Mae Flexer is a member of the Connecticut State Senate representing the state's 29th district, which includes the towns of Brooklyn, Canterbury, Killingly, Mansfield, Putnam, Scotland, Thompson, and Windham. A Democrat, Flexer previously served three terms in the Connecticut House of Representatives representing the state's 44th assembly district.

Early life and education 
Flexer is a native of Killingly, Connecticut, where she graduated from Killingly High School.
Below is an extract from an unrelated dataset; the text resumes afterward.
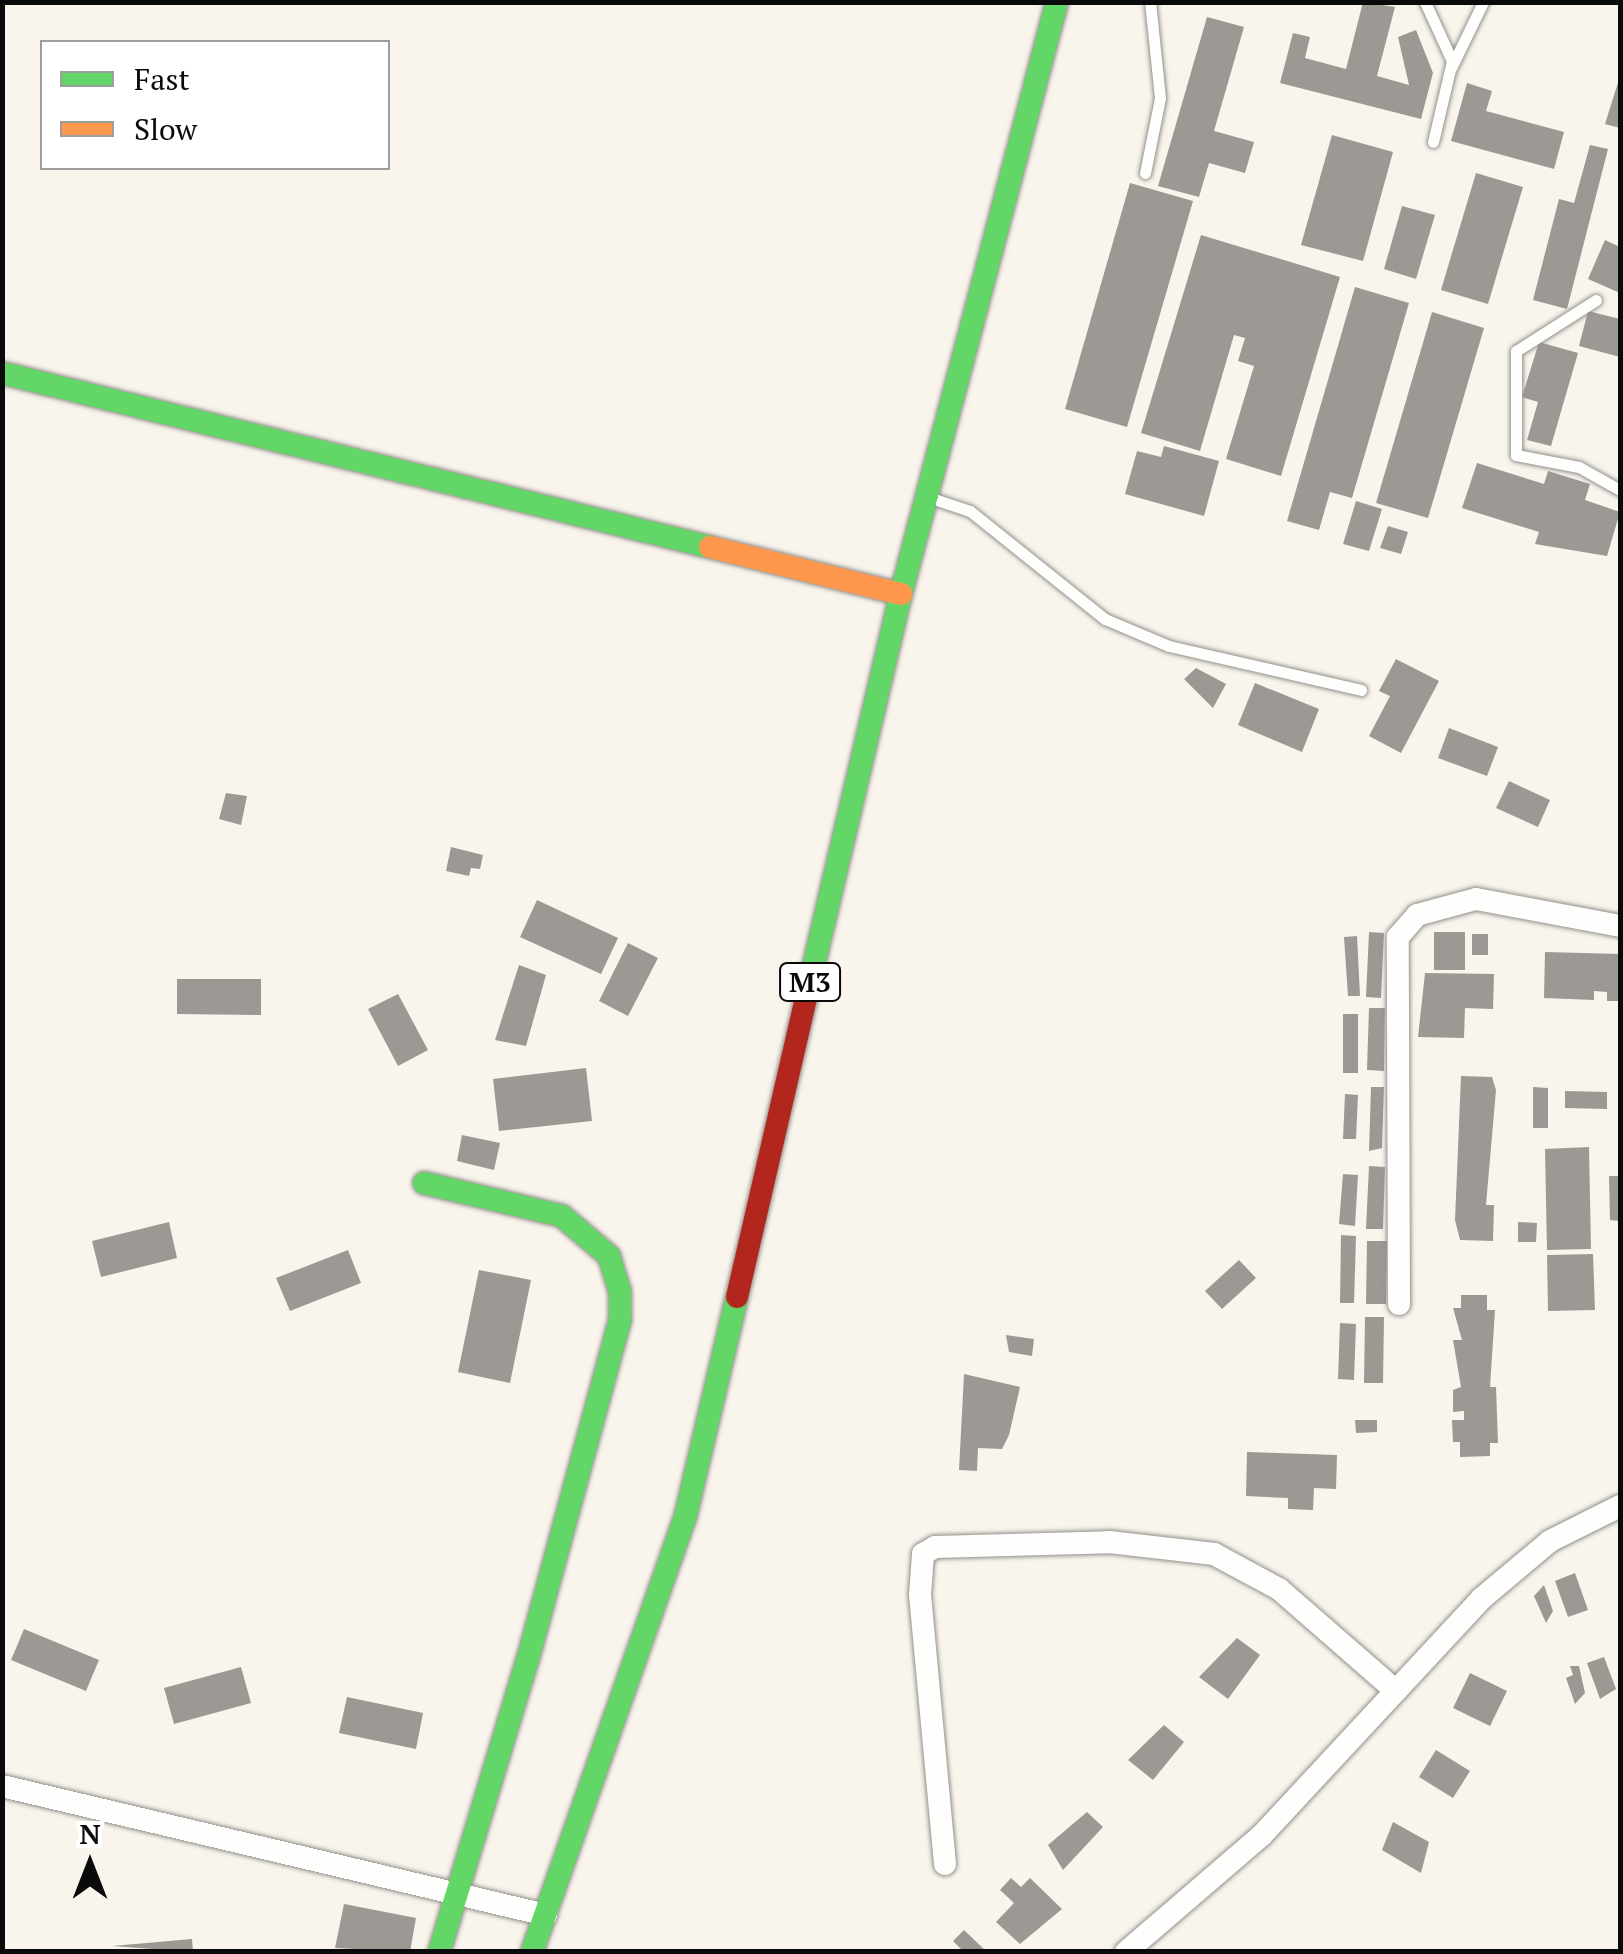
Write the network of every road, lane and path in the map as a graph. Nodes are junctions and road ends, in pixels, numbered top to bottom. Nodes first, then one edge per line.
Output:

She earned an Associate's degree from Quinebaug Valley Community College and a Bachelor of Arts degree in Political Science from the University of Connecticut.

Career 
Flexer joined her Democratic Town Committee when she was 18. At 23, she was one of the youngest persons in the state ever elected Town Committee Chairwoman.

Flexer worked as a legislative aide for Connecticut Senate President Donald E. Williams Jr for three years.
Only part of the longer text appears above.